A tangent from … May

 I wrote in May about sharing things you feel good about on social media—getting exercise, baking, creating art. (You can revisit that post here.)

At the end of that post, I indicated I had a tangent from it that I would share tomorrow.

I have a huge stash of drafts. Some just notes. Some partially written. Some fully written but I don’t like how they flow so they’re waiting to be rewritten.

Some were timely and will end up just deleted.

This one? Fully written. Flow is fine. No idea why I didn’t post it in May. Enjoy!

“No one cares that you ran today.”

1- You can’t generalize your own dislike to everyone. Even if you and all of your mutual friends agree, that’s still not everyone. If the posts are truly offensive or simply bother you that much, remove the person from your field of vision. (Different social media platforms achieve this differently, but “remove” is also an option in all of them.) It’s not their responsibility to meet your approval with what they share.
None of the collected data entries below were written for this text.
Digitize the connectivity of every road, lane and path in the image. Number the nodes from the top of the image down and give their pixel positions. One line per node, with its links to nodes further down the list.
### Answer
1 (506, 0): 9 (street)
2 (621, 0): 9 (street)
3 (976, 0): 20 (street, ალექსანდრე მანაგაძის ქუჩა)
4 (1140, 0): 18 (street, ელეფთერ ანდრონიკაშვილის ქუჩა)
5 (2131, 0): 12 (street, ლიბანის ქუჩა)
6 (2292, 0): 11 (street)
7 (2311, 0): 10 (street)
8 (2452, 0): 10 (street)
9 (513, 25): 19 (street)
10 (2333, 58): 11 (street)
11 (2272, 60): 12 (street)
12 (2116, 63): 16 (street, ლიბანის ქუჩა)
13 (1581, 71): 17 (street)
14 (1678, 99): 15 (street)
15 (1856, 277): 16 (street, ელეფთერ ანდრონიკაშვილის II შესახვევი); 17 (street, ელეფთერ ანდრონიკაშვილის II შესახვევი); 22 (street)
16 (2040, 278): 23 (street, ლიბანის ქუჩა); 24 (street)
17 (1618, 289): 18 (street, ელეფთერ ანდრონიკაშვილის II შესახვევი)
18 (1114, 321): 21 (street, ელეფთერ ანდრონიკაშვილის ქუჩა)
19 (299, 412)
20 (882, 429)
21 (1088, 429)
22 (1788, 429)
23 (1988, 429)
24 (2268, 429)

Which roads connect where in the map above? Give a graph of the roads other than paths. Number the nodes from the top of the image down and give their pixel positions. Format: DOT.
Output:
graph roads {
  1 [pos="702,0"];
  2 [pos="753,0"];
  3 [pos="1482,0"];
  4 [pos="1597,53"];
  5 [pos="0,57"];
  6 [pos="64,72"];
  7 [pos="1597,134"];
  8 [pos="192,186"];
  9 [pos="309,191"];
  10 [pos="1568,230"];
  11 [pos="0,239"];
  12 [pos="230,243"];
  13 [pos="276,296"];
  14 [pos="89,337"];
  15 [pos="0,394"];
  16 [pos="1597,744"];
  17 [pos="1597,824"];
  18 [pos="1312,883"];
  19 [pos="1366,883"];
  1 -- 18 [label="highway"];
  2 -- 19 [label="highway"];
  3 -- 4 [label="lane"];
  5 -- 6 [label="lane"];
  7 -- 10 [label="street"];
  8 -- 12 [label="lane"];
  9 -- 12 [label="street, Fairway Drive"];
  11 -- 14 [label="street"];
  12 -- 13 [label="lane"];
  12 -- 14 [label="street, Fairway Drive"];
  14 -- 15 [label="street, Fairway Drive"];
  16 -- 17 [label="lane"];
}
2- On the opposite side of that, some people are inspired. I have had people tell me that because they saw this right now, they decided to go do something right now. Typically, these are people who already do the thing and are in a bit of a slump. They’re kickstarted.

3- It’s passive aggressive. If there’s an issue with a person, either have a conversation with them or stop letting their stuff come into your feed.

How we react to things is our own baggage, so being upset about benign posts is often because they poke at a sore spot.

Maybe you want to be doing the thing and can’t (for any of a million reasons) and are angry and/or sad about that.

Maybe you feel like you should be doing the thing and you aren’t (for any of a million reasons—some the same as the previous million) and others sharing their success triggers shame.

Maybe you know the person and you know that what they’re sharing and what happens in real life don’t match (again, for any number of reasons, possibly reasons you’re not aware of) and you bristle at the inauthenticity.

Maybe it’s just redundant.

Sometimes what people are excited about and what you’re interested in listening to don’t match.

The Kid can talk to me about rockets or Star Wars or Minecraft for extremely long periods of time. I could go with the extra-condensed version and be quite content. If these were Facebook interactions, I could just scroll past them (because I don’t have to engage) or I can hide him, or I can unfriend him.

If we have interactions with a person in real life and they always talk about the same thing and it’s not at all interesting, often we stop spending time with them. (Which is unfortunate that we don’t usually say, “Hey! I’d really like to talk with you but this topic isn’t really interesting to me. Can we talk about something else?”)

Social media seems to be a space where we still spend time and just complain about it. If it bothers you that much, stop giving them attention!